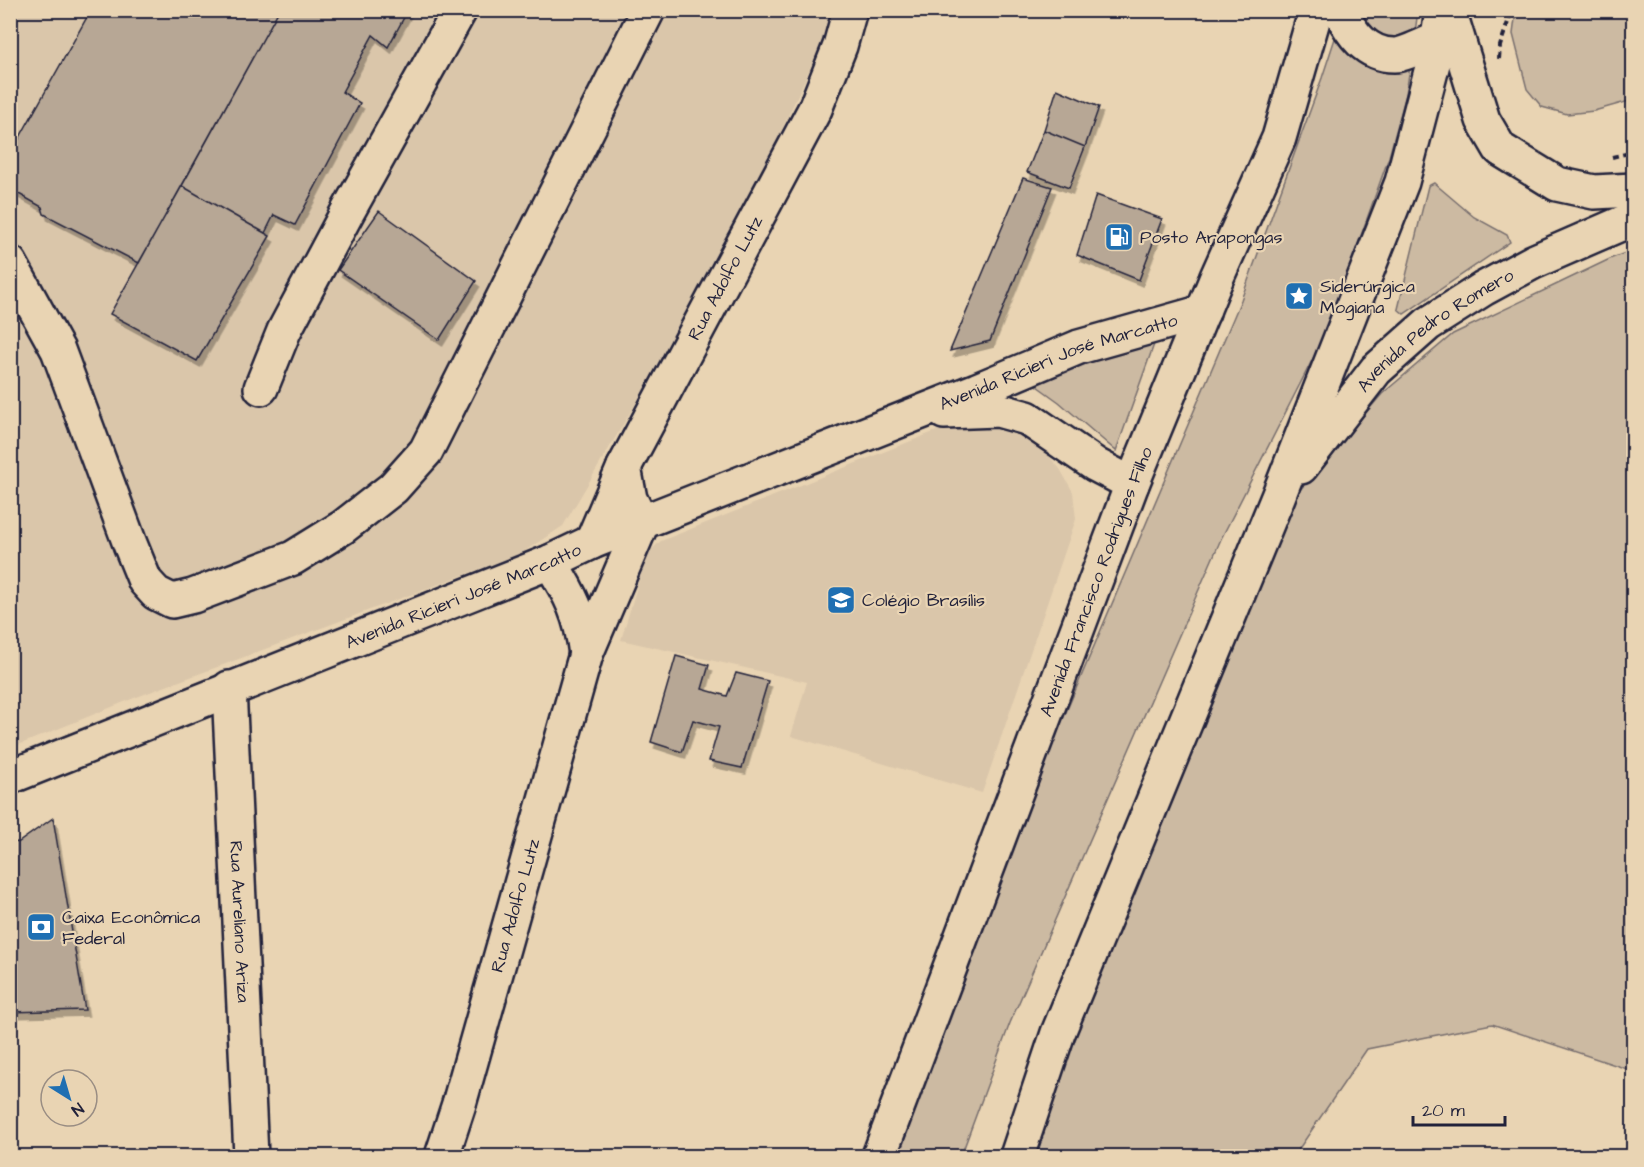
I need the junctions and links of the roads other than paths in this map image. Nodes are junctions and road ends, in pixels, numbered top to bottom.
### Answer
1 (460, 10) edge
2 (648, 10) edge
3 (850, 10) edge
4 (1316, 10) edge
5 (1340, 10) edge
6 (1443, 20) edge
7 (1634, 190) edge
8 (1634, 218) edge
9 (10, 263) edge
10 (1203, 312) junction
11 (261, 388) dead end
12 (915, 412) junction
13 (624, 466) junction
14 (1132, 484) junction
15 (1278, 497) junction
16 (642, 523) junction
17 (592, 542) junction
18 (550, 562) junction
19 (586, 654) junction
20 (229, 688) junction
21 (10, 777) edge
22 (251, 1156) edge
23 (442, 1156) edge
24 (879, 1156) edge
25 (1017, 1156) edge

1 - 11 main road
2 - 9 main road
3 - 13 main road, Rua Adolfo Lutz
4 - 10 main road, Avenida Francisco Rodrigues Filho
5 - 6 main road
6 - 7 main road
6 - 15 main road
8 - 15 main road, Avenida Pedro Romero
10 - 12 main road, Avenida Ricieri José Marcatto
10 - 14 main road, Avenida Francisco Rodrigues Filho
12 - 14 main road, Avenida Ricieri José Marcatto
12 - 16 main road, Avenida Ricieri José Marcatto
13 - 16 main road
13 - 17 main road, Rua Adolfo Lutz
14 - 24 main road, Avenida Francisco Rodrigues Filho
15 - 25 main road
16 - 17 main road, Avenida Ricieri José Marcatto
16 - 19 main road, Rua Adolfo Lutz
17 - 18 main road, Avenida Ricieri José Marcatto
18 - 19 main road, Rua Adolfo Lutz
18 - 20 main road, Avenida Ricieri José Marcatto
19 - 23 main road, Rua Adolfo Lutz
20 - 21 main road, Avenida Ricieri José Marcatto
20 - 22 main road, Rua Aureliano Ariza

____________________

__Problem to solve__: Look through the material for "Filho". Copy each line that has it.

__Your solution__:
4 - 10 main road, Avenida Francisco Rodrigues Filho
10 - 14 main road, Avenida Francisco Rodrigues Filho
14 - 24 main road, Avenida Francisco Rodrigues Filho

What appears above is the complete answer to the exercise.